An unknown species of people who lived on Earth more than 1.2 million years ago mass-produced obsidian axes. This astonishing discovery was made by a team of archaeologists who excavated at Melka Kuntura in Ethiopia. In their article published in Nature Ecology & Evolution, the researchers report that they found obsidian axes in a layer of sediment during excavations at the Melka Kuntur site. Of the 578 ancient tools found, three were made of obsidian. The dating of the layers in which these ancient tools were found is estimated to be about 1.2 million years ago.
Obsidian is a volcanic glass that is formed when magma is squeezed out of the earth’s crust and cools very quickly. It is known for its ability to make the sharpest blades known to man. Coal-black volcanic glass is also extremely fragile and dangerous to work with, and humans did not master it until the second half of the Stone Age, as previously thought. However, the discovery of an obsidian axe workshop, which is 1.2 million years old, indicates that people used this material to make tools much earlier than assumed.

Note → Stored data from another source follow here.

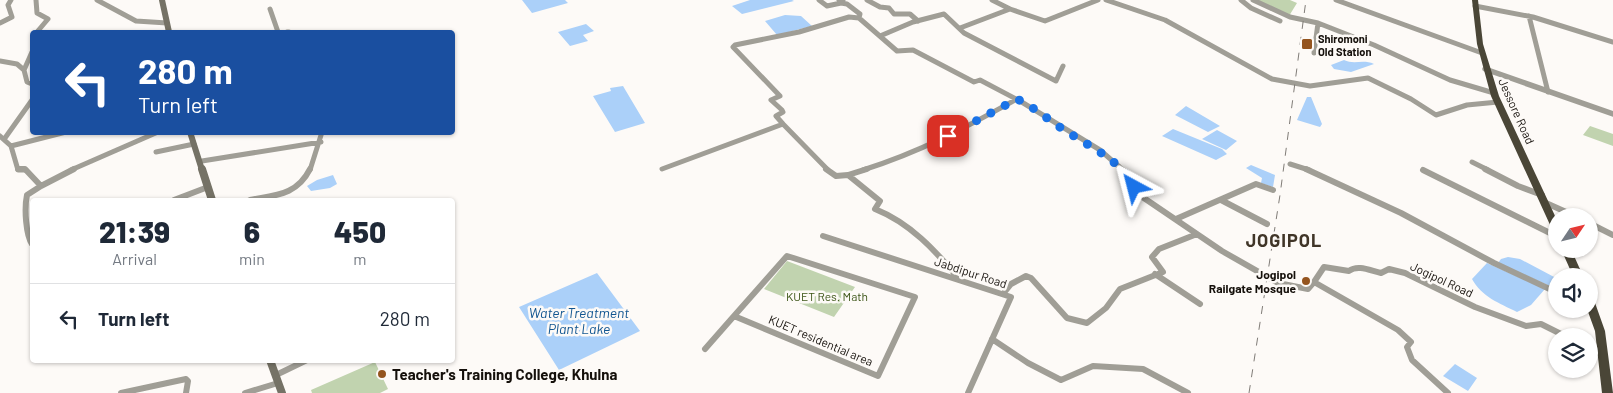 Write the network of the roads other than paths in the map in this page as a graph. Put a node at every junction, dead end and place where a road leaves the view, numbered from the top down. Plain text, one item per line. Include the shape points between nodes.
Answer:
1 (11, 0) edge
2 (36, 0) edge
3 (97, 0) edge
4 (162, 0) edge
5 (819, 0) edge
6 (867, 0) edge
7 (992, 0) edge
8 (1098, 0) edge
9 (1106, 0) edge
10 (1241, 0) edge
11 (1253, 0) edge
12 (1336, 0) edge
13 (841, 1) edge
14 (1475, 3) edge
15 (270, 9) dead end
16 (1010, 9) junction
17 (1528, 16) junction
18 (859, 18) junction
19 (1280, 20) dead end
20 (918, 21) junction
21 (0, 23) edge
22 (167, 23) junction
23 (1318, 23) junction
24 (960, 28) junction
25 (39, 30) edge
26 (169, 30) edge
27 (277, 30) edge
28 (880, 36) junction
29 (1613, 42) edge
30 (1482, 52) junction
31 (1314, 53) dead end
32 (30, 56) edge
33 (0, 61) edge
34 (1063, 66) dead end
35 (24, 70) junction
36 (1486, 70) junction
37 (30, 83) edge
38 (1548, 92) junction
39 (1494, 93) junction
40 (1017, 99) junction
41 (1498, 102) junction
42 (30, 103) edge
43 (1613, 114) edge
44 (784, 124) junction
45 (54, 135) edge
46 (151, 135) edge
47 (191, 135) edge
48 (322, 135) edge
49 (3, 137) edge
50 (321, 142) junction
51 (194, 144) junction
52 (11, 146) junction
53 (156, 152) dead end
54 (202, 161) dead end
55 (1472, 162) dead end
56 (1290, 164) dead end
57 (662, 169) dead end
58 (1423, 170) dead end
59 (848, 175) junction
60 (41, 186) junction
61 (208, 187) junction
62 (1273, 190) dead end
63 (1542, 195) junction
64 (179, 198) edge
65 (211, 198) edge
66 (260, 198) edge
67 (1221, 200) junction
68 (1546, 203) junction
69 (1548, 208) edge
70 (1557, 208) edge
71 (1176, 219) junction
72 (1267, 224) dead end
73 (1598, 228) edge
74 (1548, 232) edge
75 (1197, 234) junction
76 (1613, 235) edge
77 (823, 236) dead end
78 (30, 241) edge
79 (1155, 274) junction
80 (959, 280) junction
81 (1314, 282) junction
82 (1548, 288) edge
83 (1003, 294) junction
84 (1200, 304) dead end
85 (734, 316) junction
86 (1595, 318) edge
87 (1548, 328) edge
88 (992, 339) junction
89 (705, 349) dead end
90 (1598, 352) edge
91 (1603, 355) junction
92 (271, 363) edge
93 (304, 363) edge
94 (279, 384) edge
95 (120, 393) edge
96 (186, 393) edge
97 (245, 393) edge
98 (968, 393) edge
99 (1188, 393) edge
100 (1448, 393) edge
101 (1608, 393) edge

1 - 21 street via 8,5 12,17
2 - 25 street via 37,13 48,19
3 - 22 street via 136,21
4 - 22 main road
5 - 13 street via 827,6
6 - 20 street via 889,8 894,14 910,14
7 - 16 street
8 - 16 street via 1045,21
9 - 41 street via 1165,20 1272,78 1310,86 1368,78 1403,94 1436,115 1467,105
10 - 19 street via 1251,8
11 - 23 street via 1290,17
12 - 30 street
13 - 18 street via 860,14
14 - 17 street
14 - 30 highway, Jessore Road
15 - 27 street
16 - 24 street
17 - 29 street
17 - 38 street
18 - 28 street
18 - 44 street via 849,17 733,47 780,96 770,100 783,112 776,116
20 - 24 street via 944,14
20 - 28 street
22 - 26 main road
23 - 31 street
23 - 39 street via 1450,80
24 - 34 street via 1000,53 1056,81
28 - 40 street via 897,51 913,50 974,82 980,80
30 - 36 highway, Jessore Road
32 - 35 street
33 - 35 street via 17,64
35 - 37 street
36 - 38 street
36 - 39 highway, Jessore Road
38 - 43 street
39 - 41 highway, Jessore Road
40 - 59 street via 907,156
40 - 71 street via 1100,150 1127,173 1138,194
41 - 63 highway, Jessore Road
42 - 49 street
44 - 57 street
44 - 59 street via 824,167 836,176
45 - 52 street
46 - 60 street
47 - 51 main road
48 - 50 street
49 - 52 street
50 - 54 street
50 - 66 street via 319,152 300,186 292,192
51 - 53 street
51 - 61 main road
52 - 60 street via 18,170 25,169
55 - 63 street
56 - 82 street via 1401,213
58 - 74 street
59 - 80 street via 880,201 875,209 900,222 945,262
60 - 78 street via 27,195 24,206
61 - 64 street
61 - 65 main road
62 - 67 street via 1256,184
63 - 68 highway, Jessore Road
67 - 71 street
67 - 72 street
68 - 69 highway, Jessore Road
68 - 70 street
71 - 75 street
73 - 76 street
75 - 79 street via 1159,249 1152,257 1163,272
75 - 81 street via 1267,277 1297,288 1308,289
77 - 80 street, Jabdipur Road
79 - 83 street via 1120,289 1106,308 1087,323 1067,318 1026,276
79 - 84 street
80 - 83 street, Jabdipur Road
81 - 87 street, Jogipol Road via 1324,267 1349,272 1353,268 1361,268 1381,273 1389,269 1405,273 1505,319
81 - 100 street via 1398,330 1411,342 1408,347 1412,360
83 - 88 street, Jabdipur Road via 1011,297
85 - 85 street, KUET residential area via 786,256 915,297 878,376
85 - 89 street
86 - 91 highway
88 - 98 street, Jabdipur Road
88 - 99 street via 1061,380 1093,366 1144,369
90 - 91 street
91 - 101 highway
92 - 94 main road
93 - 94 street
94 - 97 street
95 - 96 street via 186,379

The researchers also note that the morphological standardization of the axes is striking. Although they do not know which species of people made the tools, they say that whoever made them diligently applied “secondary processing” and was highly “focused on the final appearance and functionality of the artifacts.”
Hand axe making was an important skill for people in the Stone Age. Hand axes were created by shaving stone to create a sharp edge. During use, they were held in the hand and not attached to anything. In later eras obsidian, a type of volcanic glass, replaced flint as the preferred material. Even in modern times, obsidian is considered a difficult stone to work because of its abrasive texture.
The Stone Age lasted from about 2.6 million years ago until the onset of the Bronze Age around 3,300 B.C. Within this period historians usually distinguish three periods: Paleolithic, Mesolithic and Neolithic. According to previous studies, axe-making workshops emerged in Europe in the Middle Pleistocene, about 774,000 to 129,000 years ago.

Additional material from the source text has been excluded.